Three degrees is such a small, but powerful measurement. In the winter, it’s the difference between your car hitting a patch of black ice instead of driving on a wet road. The results are dramatically different.
When it comes to training staff in major donor engagement for your ministry, it’s inspiring to know you are only 3º away from any qualified prospect. Tom Suddes, one of my lifetime mentors summarizes research by LinkedIn indicating you are only 2.78 ‘moves’/connections between you and your best prospects.
True Meaningful Connections
In his 40+ years of development leadership and training Suddes has attracted $2 Billion dollars to grow “for-impact” organizations. He praises the use of natural partners (think of “true meaningful connections”) for this success.
These “true meaningful connections” include Champions, Board Members, Key Volunteer Leaders and Current Investors to enable you to make a meaningful connection.
You can infuse confidence in those you train for major donor engagement. How? By telling them, “you are just 3 degrees from a conversation of mutual interest about your cause and your new friend’s passion”.
Challenge vs. Opportunity
I recently introduced this concept to a colleague I admire who has a relatively short time of experience in the development arena. During our initial conversation, they focused on challenge at hand much more than the opportunities to engage new major donor prospects. Questions & issues included:
- · How do I start building an engagement plan?

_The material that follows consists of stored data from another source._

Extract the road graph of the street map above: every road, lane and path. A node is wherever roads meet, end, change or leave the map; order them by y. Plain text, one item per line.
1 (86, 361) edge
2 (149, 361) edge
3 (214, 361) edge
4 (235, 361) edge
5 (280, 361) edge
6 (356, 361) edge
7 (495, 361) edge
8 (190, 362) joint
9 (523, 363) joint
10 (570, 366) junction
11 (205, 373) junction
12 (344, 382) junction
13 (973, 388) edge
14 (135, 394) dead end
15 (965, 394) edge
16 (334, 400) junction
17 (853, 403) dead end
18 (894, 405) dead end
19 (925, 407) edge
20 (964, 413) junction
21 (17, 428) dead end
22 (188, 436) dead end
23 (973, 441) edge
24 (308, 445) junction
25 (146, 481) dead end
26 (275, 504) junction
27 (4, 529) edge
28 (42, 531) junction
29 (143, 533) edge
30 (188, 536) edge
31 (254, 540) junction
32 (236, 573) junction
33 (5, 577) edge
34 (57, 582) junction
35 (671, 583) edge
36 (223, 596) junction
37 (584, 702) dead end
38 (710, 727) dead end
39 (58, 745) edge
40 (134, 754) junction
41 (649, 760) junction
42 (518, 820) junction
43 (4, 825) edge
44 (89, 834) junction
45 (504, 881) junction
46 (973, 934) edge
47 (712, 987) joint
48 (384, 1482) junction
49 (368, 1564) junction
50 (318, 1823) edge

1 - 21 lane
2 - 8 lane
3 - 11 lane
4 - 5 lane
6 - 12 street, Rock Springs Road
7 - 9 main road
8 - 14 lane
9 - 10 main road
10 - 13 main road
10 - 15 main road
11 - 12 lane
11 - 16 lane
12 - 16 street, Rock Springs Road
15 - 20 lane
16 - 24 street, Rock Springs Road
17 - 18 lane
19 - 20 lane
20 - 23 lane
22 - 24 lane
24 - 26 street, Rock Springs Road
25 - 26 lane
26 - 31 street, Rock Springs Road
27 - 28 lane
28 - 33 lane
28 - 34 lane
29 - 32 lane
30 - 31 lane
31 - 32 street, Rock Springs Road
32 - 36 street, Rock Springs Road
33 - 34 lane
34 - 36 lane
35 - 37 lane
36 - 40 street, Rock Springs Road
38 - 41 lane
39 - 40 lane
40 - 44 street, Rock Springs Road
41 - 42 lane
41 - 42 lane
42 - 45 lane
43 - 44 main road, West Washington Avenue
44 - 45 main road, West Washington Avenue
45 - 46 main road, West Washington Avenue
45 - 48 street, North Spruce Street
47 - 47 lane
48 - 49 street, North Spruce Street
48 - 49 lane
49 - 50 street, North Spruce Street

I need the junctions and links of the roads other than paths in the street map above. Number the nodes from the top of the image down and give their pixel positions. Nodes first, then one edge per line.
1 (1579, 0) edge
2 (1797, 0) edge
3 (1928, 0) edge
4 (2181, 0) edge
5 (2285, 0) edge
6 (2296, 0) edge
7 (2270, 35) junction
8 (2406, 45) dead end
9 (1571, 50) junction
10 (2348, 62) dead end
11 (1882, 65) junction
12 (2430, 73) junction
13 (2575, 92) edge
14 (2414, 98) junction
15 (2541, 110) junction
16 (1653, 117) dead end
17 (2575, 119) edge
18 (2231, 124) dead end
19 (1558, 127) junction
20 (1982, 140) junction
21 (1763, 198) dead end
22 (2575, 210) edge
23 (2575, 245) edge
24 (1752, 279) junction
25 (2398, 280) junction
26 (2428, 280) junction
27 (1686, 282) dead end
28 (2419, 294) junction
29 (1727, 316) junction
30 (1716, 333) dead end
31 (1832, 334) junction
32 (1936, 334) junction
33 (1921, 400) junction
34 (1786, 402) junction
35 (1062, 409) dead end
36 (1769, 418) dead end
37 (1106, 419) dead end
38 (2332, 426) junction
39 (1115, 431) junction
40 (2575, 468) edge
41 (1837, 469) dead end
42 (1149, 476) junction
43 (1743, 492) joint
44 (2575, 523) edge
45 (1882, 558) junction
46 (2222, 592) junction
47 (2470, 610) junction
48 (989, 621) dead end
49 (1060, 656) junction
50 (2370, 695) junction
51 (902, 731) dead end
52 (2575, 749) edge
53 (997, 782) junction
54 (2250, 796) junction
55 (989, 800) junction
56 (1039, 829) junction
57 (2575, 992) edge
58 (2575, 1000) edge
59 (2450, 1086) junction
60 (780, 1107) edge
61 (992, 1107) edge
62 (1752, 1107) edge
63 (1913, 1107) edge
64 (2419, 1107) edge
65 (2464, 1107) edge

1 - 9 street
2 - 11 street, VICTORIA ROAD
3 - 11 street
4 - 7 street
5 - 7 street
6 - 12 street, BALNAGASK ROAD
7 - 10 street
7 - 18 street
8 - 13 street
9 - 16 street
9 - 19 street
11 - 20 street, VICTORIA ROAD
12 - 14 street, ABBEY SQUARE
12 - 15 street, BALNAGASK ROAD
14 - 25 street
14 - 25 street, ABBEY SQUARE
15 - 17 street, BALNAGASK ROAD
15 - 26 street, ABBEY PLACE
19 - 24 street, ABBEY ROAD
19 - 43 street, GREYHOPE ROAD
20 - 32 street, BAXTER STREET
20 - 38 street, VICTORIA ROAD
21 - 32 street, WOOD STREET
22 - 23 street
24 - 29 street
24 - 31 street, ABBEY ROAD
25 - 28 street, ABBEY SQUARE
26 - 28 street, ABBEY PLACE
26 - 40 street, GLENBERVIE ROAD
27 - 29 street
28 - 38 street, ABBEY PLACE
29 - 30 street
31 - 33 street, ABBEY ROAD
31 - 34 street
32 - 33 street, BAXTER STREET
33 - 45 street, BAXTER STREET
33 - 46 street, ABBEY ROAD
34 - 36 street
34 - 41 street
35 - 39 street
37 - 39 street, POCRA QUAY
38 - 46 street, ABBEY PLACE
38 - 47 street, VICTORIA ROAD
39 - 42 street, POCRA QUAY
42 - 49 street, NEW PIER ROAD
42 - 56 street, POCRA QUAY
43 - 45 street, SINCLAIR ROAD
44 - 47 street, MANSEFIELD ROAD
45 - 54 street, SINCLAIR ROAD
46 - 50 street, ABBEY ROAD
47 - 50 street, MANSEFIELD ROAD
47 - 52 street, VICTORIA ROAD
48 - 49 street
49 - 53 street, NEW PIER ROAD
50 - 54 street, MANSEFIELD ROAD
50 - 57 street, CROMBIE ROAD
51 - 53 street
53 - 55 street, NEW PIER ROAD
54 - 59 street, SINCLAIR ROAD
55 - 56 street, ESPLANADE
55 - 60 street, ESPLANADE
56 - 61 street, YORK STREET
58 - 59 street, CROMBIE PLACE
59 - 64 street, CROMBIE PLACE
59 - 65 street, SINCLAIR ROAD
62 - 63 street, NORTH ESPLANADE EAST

- · What are reasonable goals and metrics with one-to-one meeting engagement as the catalyst for growth?
- · Thinking out loud about the pressure they felt from senior leadership and the Board to be intentional in major donor fundraising with immediate ROI.
- · Where can I find a mentor to help with my fundraising questions?
Well, I was delighted to serve as their mentor as we focused on reflective prayer for each donor/prospect. Then, we sought ways to simplify what successful major donor engagement looks like. The gateway for successful training was we had mutual respect for each other as Christian philanthropist Fred Smith underscores and Scripture affirms, “Love each other with genuine affection, and take delight in honoring each other” (Romans 12:10 NLT).
This colleague is not alone in feeling challenged in taking confident steps into the lives of major donors. Author Kent Stroman recently surveyed almost 600 executive leaders with responsibility to engage major donors and asked an intriguing question, “What is your biggest obstacle to successful one-on-one gift solicitation?”
Three major themes stood out to me as conveyed by these stewardship leaders:
1. Difficulty “Getting In”
In training, we focus on setting 10 appointments weekly so the trainee can feel the pulse of major donors, the “why” of their involvement with our cause.
So often we hear, “I love taking part in something that multiplies my efforts every day in the office. To know my time and talents I am using during the business day will produce profits to fund Kingdom expansion thrills me. I feel we are involved in life that is truly life (1 Timothy 6:19).”
But the challenge is to secure the appointment in the first place. My colleague, Jeff Crabtree, excels at teaching others how to share with donors about the value of their in-person meeting. Check out his succinct, popular short video on the topic along with his free download offer: Overcome 8 Major Donor Objections to Meeting.
2. Identifying the Prospect
Pursuing an appointment with a major donor is preceded by an effective prospect identification system. In a previous post I referenced three ways to identify prospects.
Development is both an art and a science. Traditionally, ministries I’ve counseled zero in on the giving statistics of recency, frequency and dollar amount when compiling their list of major donor prospects.
However, people are not ATM machines. Everyone has motivated passions which don’t show up on most ministry radar systems. So, besides your review of hard data (wealth screening and giving records), train your staff to hold weekly meetings with:
· Other Development Staff Members
· Your Leadership Team
· Your Natural Partners of Major Donors/Prospects
I call these “Passion Meetings”. Because you are looking for evidence of the prospect’s passion towards your cause and the cumulative insights of others. And this provides a complete view you would miss otherwise.
3. Absence of a Plan
Finally, pursuing successful appointments happens when our prospect identification system is methodical and sensitive to your prospect’s true heart for your cause. But, major donor relationship training begins with a solid plan for engagement.
Steve Jobs practiced the art of focus and simplicity when it came to planning, believing this approach could move mountains. Advocace Co-Founder and President, Paul Martin, followed this advice in devising major donor engagement plans for clients in less than an hour.
Try this method as you train your staff for 12 weeks. Choose an accountability partner outside of your training group. Plan for celebrations along the way.
You and your development staff truly are only 3º away from any qualified prospect. Write down a simple plan, use both art and science in major donor prospect identification and eliminate roadblocks in setting appointments. This will help you lead your development staff to success in major donor engagement.
When you have a healthy number of real, qualified major donors you can focus on serving a passionate tribe ready to help you achieve your vision.